Exercise directions: Produce an exact copy of the lines from the line containing "I need the junctions" through the last line of the entries below, and only those lines.

*** Opening of Records ***

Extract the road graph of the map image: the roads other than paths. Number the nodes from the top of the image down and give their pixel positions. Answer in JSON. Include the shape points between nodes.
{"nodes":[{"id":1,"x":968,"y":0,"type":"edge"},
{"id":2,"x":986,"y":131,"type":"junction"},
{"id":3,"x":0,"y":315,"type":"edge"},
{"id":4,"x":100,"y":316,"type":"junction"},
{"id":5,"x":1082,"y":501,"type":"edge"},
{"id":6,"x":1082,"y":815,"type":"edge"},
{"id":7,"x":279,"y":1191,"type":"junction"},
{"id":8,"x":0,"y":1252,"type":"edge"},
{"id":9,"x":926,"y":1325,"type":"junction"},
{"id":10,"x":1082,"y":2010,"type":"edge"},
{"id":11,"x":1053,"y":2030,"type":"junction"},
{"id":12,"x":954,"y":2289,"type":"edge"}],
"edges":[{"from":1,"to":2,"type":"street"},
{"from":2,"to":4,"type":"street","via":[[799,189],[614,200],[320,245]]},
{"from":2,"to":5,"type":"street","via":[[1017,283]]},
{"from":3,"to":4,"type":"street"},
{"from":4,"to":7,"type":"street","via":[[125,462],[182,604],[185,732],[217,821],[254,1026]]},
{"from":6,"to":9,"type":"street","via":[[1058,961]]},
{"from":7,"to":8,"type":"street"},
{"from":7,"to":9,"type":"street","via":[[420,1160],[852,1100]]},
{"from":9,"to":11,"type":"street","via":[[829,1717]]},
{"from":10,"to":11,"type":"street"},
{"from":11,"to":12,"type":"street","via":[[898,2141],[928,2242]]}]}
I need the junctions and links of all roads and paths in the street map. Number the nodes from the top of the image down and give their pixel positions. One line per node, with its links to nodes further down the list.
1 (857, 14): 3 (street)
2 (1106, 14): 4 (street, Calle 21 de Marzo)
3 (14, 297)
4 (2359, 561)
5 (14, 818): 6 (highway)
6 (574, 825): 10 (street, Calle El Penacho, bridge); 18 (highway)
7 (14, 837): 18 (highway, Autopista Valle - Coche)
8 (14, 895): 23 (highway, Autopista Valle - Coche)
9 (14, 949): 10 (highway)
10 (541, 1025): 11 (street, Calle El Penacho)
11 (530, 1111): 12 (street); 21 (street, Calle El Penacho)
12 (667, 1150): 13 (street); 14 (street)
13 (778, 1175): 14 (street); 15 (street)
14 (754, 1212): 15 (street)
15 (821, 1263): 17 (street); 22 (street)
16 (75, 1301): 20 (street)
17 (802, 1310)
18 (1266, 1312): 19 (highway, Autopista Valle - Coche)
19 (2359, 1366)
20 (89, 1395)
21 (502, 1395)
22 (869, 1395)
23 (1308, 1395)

*** Close of Records ***

Exercise response:
I need the junctions and links of all roads and paths in the street map. Number the nodes from the top of the image down and give their pixel positions. One line per node, with its links to nodes further down the list.
1 (857, 14): 3 (street)
2 (1106, 14): 4 (street, Calle 21 de Marzo)
3 (14, 297)
4 (2359, 561)
5 (14, 818): 6 (highway)
6 (574, 825): 10 (street, Calle El Penacho, bridge); 18 (highway)
7 (14, 837): 18 (highway, Autopista Valle - Coche)
8 (14, 895): 23 (highway, Autopista Valle - Coche)
9 (14, 949): 10 (highway)
10 (541, 1025): 11 (street, Calle El Penacho)
11 (530, 1111): 12 (street); 21 (street, Calle El Penacho)
12 (667, 1150): 13 (street); 14 (street)
13 (778, 1175): 14 (street); 15 (street)
14 (754, 1212): 15 (street)
15 (821, 1263): 17 (street); 22 (street)
16 (75, 1301): 20 (street)
17 (802, 1310)
18 (1266, 1312): 19 (highway, Autopista Valle - Coche)
19 (2359, 1366)
20 (89, 1395)
21 (502, 1395)
22 (869, 1395)
23 (1308, 1395)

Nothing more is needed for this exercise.